To the editor:
Nothing means more to me than my family. My three children were my whole world. Then one day, Jan. 12, 1976, everything changed. My oldest son, then 7 years old, was struck and killed by a city truck while he was crossing a dead-end street to visit a friend. My world came crashing down on me. I was terrified for the safety of my other two young children. My husband and I found this beautiful little neighborhood that was perfect for our family to live in. We felt our children would be safe here. They could walk to school by crossing our street, which led to the field behind the Belleville School, now Bresnahan School. We could play in the field, fly kites in summer, sled on the hills in winter, and my son played baseball on the diamond when he got older. A lot of other children lived in this lovely neighborhood, as well. Hardly any traffic came on our street, except for the people who lived here.

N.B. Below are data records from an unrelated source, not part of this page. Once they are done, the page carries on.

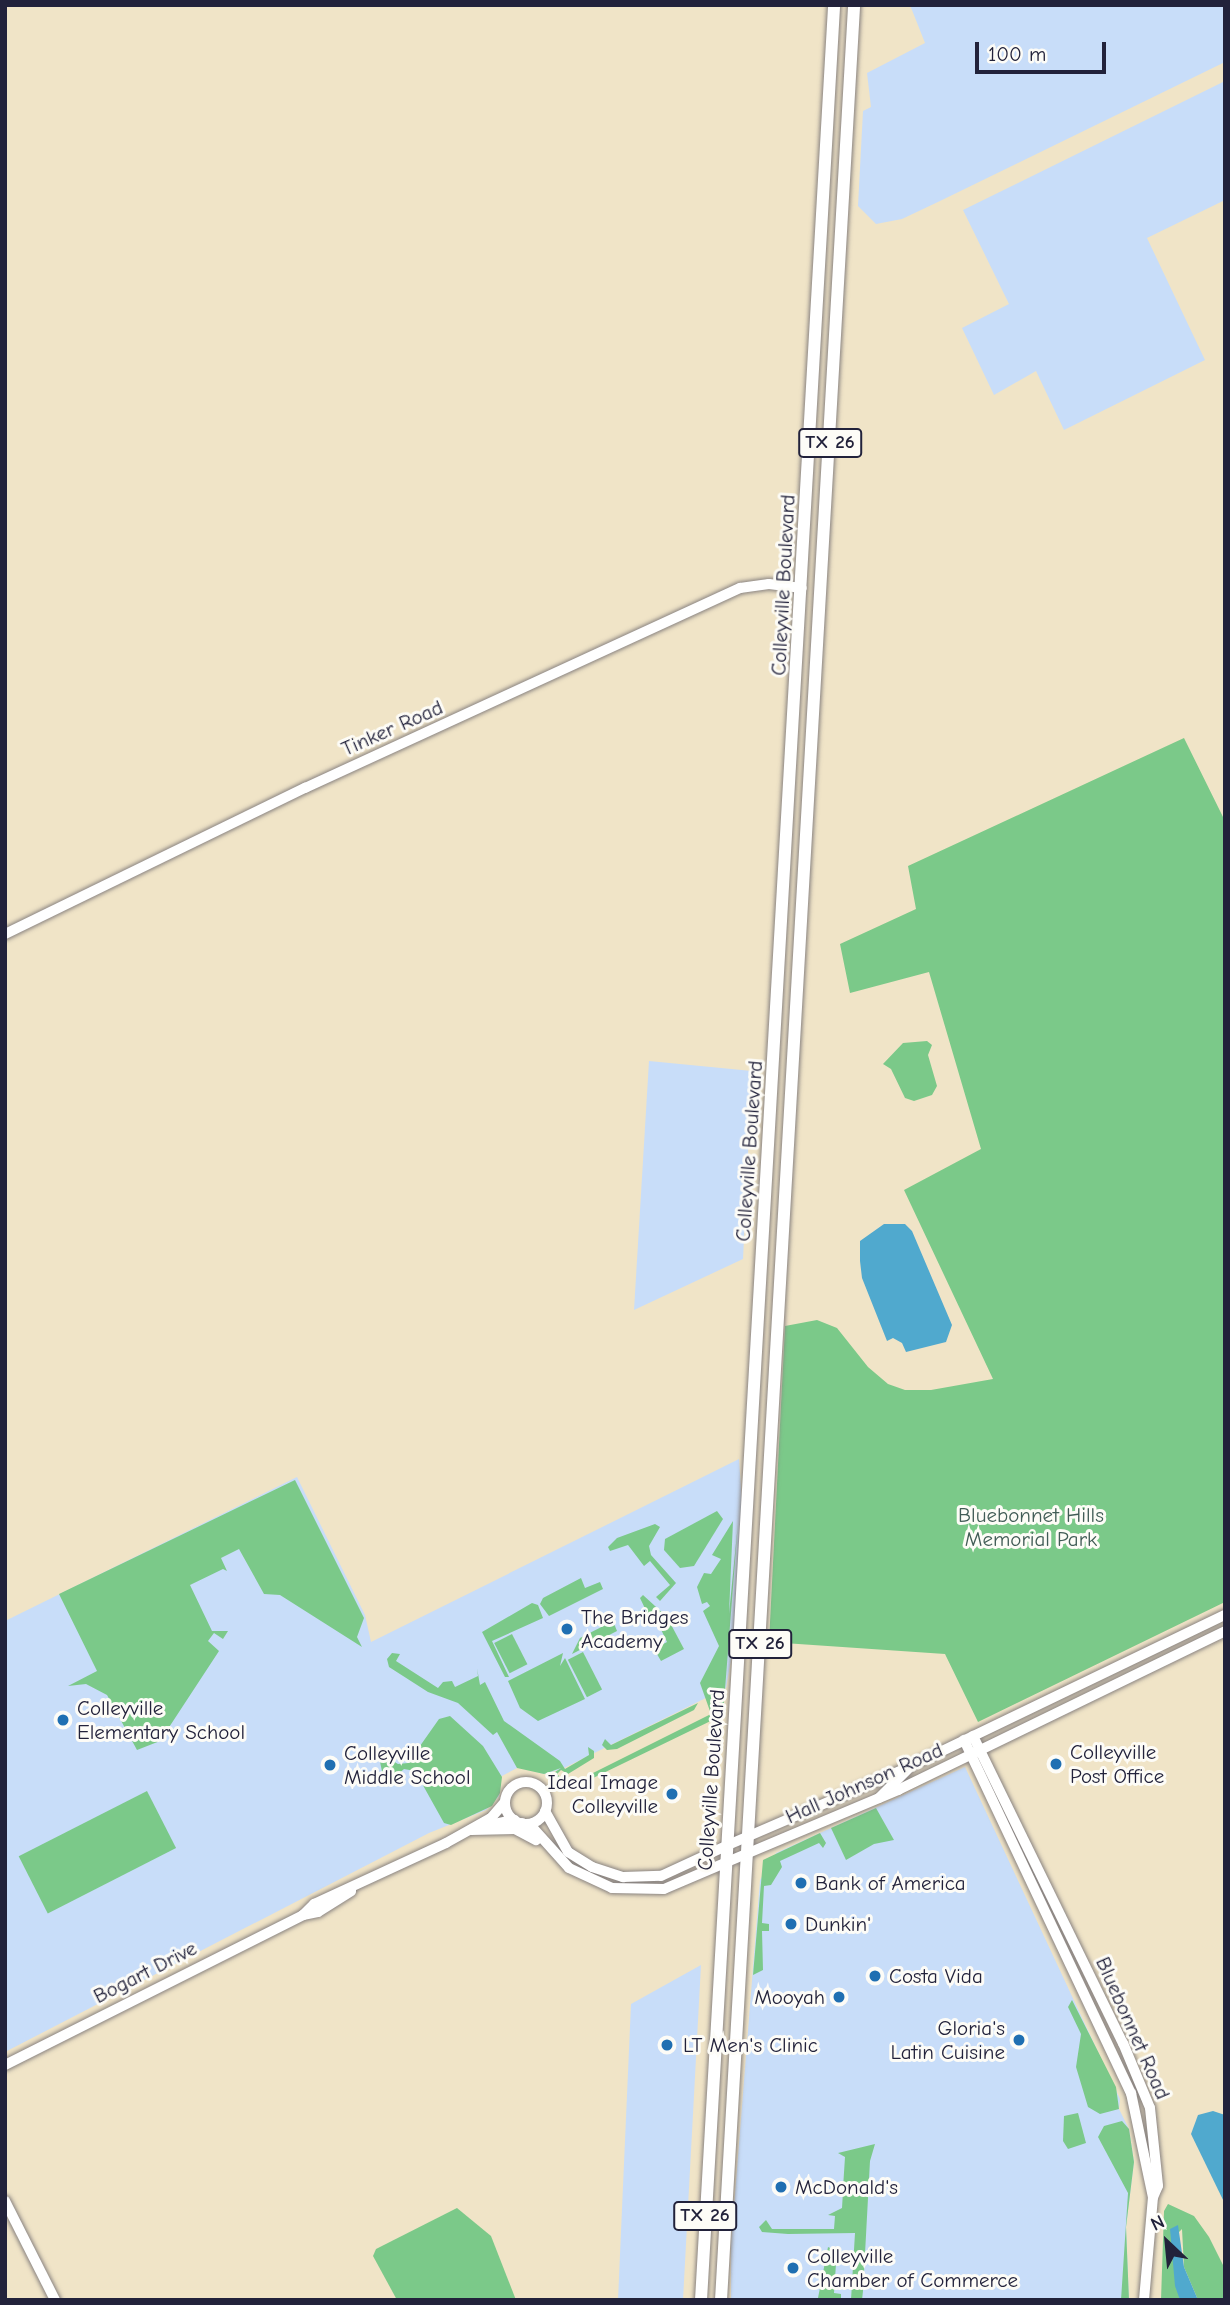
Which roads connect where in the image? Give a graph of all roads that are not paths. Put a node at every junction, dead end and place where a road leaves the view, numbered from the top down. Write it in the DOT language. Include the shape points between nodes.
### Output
graph roads {
  1 [pos="834,5"];
  2 [pos="854,5"];
  3 [pos="802,588"];
  4 [pos="807,855"];
  5 [pos="786,857"];
  6 [pos="5,934"];
  7 [pos="754,1384"];
  8 [pos="776,1385"];
  9 [pos="1225,1615"];
  10 [pos="1225,1631"];
  11 [pos="968,1738"];
  12 [pos="975,1753"];
  13 [pos="911,1766"];
  14 [pos="879,1798"];
  15 [pos="505,1802"];
  16 [pos="545,1811"];
  17 [pos="518,1822"];
  18 [pos="471,1830"];
  19 [pos="748,1836"];
  20 [pos="728,1845"];
  21 [pos="547,1849"];
  22 [pos="747,1855"];
  23 [pos="577,1858"];
  24 [pos="726,1862"];
  25 [pos="569,1868"];
  26 [pos="1041,1875"];
  27 [pos="634,1879"];
  28 [pos="1028,1879"];
  29 [pos="627,1890"];
  30 [pos="1091,1983"];
  31 [pos="1079,1988"];
  32 [pos="5,2065"];
  33 [pos="1135,2107"];
  34 [pos="1150,2108"];
  35 [pos="1153,2197"];
  36 [pos="5,2201"];
  37 [pos="55,2300"];
  38 [pos="701,2300"];
  39 [pos="721,2300"];
  40 [pos="1144,2300"];
  1 -- 3 [label="main road, Colleyville Boulevard / TX 26"];
  2 -- 4 [label="main road, Colleyville Boulevard / TX 26"];
  3 -- 5 [label="main road, Colleyville Boulevard / TX 26"];
  3 -- 6 [label="main road, Tinker Road" via="769,584 740,588 298,791"];
  4 -- 5 [label="main road"];
  4 -- 8 [label="main road, Colleyville Boulevard / TX 26"];
  5 -- 7 [label="main road, Colleyville Boulevard / TX 26"];
  7 -- 8 [label="main road"];
  7 -- 20 [label="main road, Colleyville Boulevard / TX 26"];
  8 -- 19 [label="main road, Colleyville Boulevard / TX 26"];
  9 -- 11 [label="main road, Hall Johnson Road"];
  10 -- 12 [label="main road, Hall Johnson Road"];
  11 -- 12 [label="street, Bluebonnet Road"];
  11 -- 13 [label="main road, Hall Johnson Road"];
  12 -- 14 [label="main road, Hall Johnson Road"];
  12 -- 26 [label="street, Bluebonnet Road"];
  12 -- 28 [label="street, Bluebonnet Road"];
  13 -- 14 [label="main road"];
  13 -- 19 [label="main road, Hall Johnson Road"];
  14 -- 22 [label="main road, Hall Johnson Road"];
  15 -- 16 [label="street" via="514,1786 532,1783 545,1793"];
  15 -- 17 [label="street"];
  15 -- 18 [label="street, Bogart Drive"];
  16 -- 17 [label="street" via="538,1820"];
  16 -- 23 [label="street, Hall Johnson Road" via="559,1841"];
  17 -- 18 [label="street, Bogart Drive"];
  17 -- 21 [label="street, Hall Johnson Road" via="534,1829"];
  18 -- 21 [label="street" via="515,1829"];
  18 -- 32 [label="street, Bogart Drive" via="353,1889 318,1912 303,1914"];
  19 -- 20 [label="main road, Hall Johnson Road"];
  19 -- 22 [label="main road, Colleyville Boulevard / TX 26"];
  20 -- 24 [label="main road, Colleyville Boulevard / TX 26"];
  20 -- 27 [label="street, Hall Johnson Road" via="661,1876"];
  21 -- 25 [label="street, Hall Johnson Road"];
  22 -- 24 [label="main road, Hall Johnson Road"];
  22 -- 39 [label="main road, Colleyville Boulevard / TX 26"];
  23 -- 25 [label="street"];
  23 -- 27 [label="street, Hall Johnson Road" via="603,1872"];
  24 -- 29 [label="street, Hall Johnson Road" via="663,1889"];
  24 -- 38 [label="main road, Colleyville Boulevard / TX 26"];
  25 -- 29 [label="street, Hall Johnson Road" via="594,1882"];
  26 -- 28 [label="street"];
  26 -- 30 [label="street, Bluebonnet Road"];
  27 -- 29 [label="street"];
  28 -- 31 [label="street, Bluebonnet Road"];
  30 -- 31 [label="street"];
  30 -- 34 [label="street, Bluebonnet Road"];
  31 -- 33 [label="street, Bluebonnet Road"];
  33 -- 34 [label="street"];
  33 -- 35 [label="street, Bluebonnet Road"];
  34 -- 35 [label="street, Bluebonnet Road" via="1158,2175"];
  35 -- 40 [label="street"];
  36 -- 37 [label="street"];
}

Our children are now grown, but our grandchildren came along, and they enjoy playing here, as well. New families with young children also moved here on this quiet street. We all feel the same way. A great place to raise a family! My husband and I love this street so much that we have always said if we ever won the lottery, we would build a new house on this very spot. The name of this street is Norman Avenue. Our neighborhood is very concerned about the proposal of a new school being built in the field behind our houses. The traffic it will create will destroy the safety of this small neighborhood. Murphy Street and Norman Avenue are much too narrow for all the buses and cars that would travel on them.

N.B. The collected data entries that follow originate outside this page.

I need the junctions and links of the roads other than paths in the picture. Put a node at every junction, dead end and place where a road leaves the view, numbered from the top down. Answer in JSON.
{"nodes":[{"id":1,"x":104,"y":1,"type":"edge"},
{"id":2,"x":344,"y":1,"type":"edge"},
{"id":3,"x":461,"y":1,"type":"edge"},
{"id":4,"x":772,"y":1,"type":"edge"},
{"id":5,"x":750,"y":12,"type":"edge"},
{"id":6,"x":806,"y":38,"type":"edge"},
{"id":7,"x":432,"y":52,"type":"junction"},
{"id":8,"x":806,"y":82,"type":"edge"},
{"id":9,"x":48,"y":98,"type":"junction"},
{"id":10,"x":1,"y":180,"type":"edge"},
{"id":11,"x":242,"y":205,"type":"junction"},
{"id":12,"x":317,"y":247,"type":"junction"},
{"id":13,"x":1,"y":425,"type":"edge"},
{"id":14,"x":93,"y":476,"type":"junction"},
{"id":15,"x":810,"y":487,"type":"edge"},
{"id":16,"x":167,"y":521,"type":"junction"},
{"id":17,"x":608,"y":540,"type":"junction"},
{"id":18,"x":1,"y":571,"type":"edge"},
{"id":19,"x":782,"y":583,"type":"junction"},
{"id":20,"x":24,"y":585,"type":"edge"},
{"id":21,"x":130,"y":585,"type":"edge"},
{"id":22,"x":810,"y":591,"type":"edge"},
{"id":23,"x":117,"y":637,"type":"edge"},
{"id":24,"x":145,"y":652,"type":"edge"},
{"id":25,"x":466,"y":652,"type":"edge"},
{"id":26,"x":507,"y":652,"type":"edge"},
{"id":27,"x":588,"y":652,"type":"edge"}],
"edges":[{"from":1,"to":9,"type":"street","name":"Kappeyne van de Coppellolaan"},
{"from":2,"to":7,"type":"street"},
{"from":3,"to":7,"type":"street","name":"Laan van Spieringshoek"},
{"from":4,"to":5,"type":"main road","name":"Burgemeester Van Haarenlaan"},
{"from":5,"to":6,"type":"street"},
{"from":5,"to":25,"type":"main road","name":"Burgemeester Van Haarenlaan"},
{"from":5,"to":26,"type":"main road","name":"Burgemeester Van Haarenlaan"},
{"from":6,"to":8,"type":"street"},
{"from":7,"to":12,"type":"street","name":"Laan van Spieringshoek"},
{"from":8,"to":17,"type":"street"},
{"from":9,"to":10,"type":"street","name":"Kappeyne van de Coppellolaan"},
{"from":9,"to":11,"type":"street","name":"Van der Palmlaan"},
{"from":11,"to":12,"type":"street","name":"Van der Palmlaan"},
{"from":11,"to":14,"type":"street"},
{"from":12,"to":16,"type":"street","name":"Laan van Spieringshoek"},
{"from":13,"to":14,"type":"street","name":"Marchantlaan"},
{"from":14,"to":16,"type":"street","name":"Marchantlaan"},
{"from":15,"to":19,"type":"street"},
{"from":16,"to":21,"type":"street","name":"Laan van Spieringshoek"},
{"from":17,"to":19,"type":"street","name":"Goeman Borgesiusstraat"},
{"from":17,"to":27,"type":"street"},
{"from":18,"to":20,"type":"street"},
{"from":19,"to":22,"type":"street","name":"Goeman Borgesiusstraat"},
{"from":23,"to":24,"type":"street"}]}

Now about the fields. Multiple ball games are played here: soccer, field hockey, football practice, basketball, and kids just playing, etc. Why must the city take away all of this recreation from our children? Oh, plans to create a new play area? Yeah right! Promises, promises. When? Years from now? What about the money? If Bresnahan School must be torn down, rebuild a new school on the original site. Traffic flow is already established, and it will save our fields and the safety of our street.

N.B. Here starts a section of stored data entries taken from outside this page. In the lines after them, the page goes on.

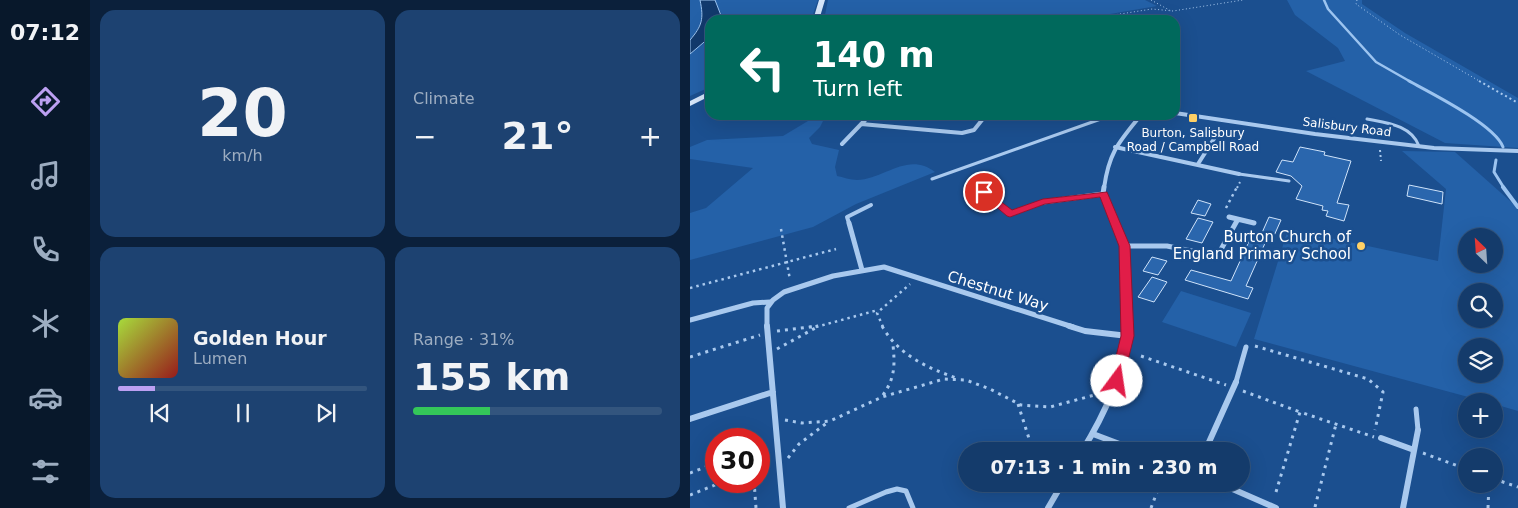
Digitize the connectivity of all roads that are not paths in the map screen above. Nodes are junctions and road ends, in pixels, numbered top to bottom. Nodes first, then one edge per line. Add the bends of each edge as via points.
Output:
1 (822, 0) edge
2 (818, 15) edge
3 (705, 96) edge
4 (690, 104) edge
5 (1180, 114) edge
6 (1367, 118) dead end
7 (864, 120) edge
8 (982, 120) edge
9 (1098, 120) edge
10 (1137, 120) edge
11 (861, 124) junction
12 (1217, 134) dead end
13 (842, 144) dead end
14 (1419, 146) junction
15 (1115, 147) junction
16 (1518, 151) edge
17 (1198, 164) junction
18 (1242, 174) joint
19 (932, 179) dead end
20 (1289, 181) dead end
21 (984, 192) dead end
22 (1103, 194) junction
23 (871, 205) dead end
24 (1229, 217) road end
25 (1238, 219) junction
26 (849, 223) joint
27 (1254, 223) dead end
28 (1124, 246) junction
29 (862, 270) junction
30 (770, 302) junction
31 (690, 320) edge
32 (1128, 336) junction
33 (1246, 347) road end
34 (1235, 385) joint
35 (773, 392) junction
36 (1416, 409) dead end
37 (690, 419) edge
38 (1418, 430) joint
39 (1093, 434) junction
40 (1377, 437) road end
41 (1088, 442) edge
42 (1114, 442) edge
43 (1209, 442) edge
44 (1414, 450) junction
45 (1057, 492) edge
46 (1239, 492) edge
47 (783, 508) edge
48 (848, 508) edge
49 (913, 508) edge
50 (1048, 508) edge
51 (1276, 508) edge
52 (1403, 508) edge

1 - 2 main road
3 - 4 main road
5 - 14 street, Salisbury Road
6 - 14 lane via 1406,129 1418,140
7 - 11 street
8 - 11 street via 974,130 962,133
9 - 19 lane
10 - 15 street
11 - 13 street
12 - 17 street
14 - 16 street, Salisbury Road
15 - 17 street
15 - 22 street via 1107,167
17 - 18 street
18 - 20 lane
21 - 22 street via 1010,214 1043,202
22 - 28 street
23 - 26 lane via 846,217
24 - 25 street
25 - 27 street
25 - 28 street via 1219,253 1211,255 1168,246
26 - 29 street
28 - 32 street
29 - 30 street, Chestnut Way via 783,292
29 - 32 street, Chestnut Way via 884,267 1086,331
30 - 31 street, Chestnut Way via 753,303
30 - 35 street via 766,311
32 - 39 street via 1117,381
33 - 34 lane
34 - 43 street
35 - 37 street
35 - 47 street
36 - 38 lane
38 - 44 street
39 - 41 street
39 - 42 street
40 - 44 street
44 - 52 street
45 - 50 street
46 - 51 street
48 - 49 lane via 897,489 906,491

As for the senior center, if taxes keep rising every time we blink an eye, and the rising costs of water and sewer bills, there will be no seniors living in Newburyport, because they will not be able to afford to live in this city.
If I had to turn back time and the new school is where the city wants to build it now, I would never move here. The neighborhood would not be safe for all of our children and future generations of children to come.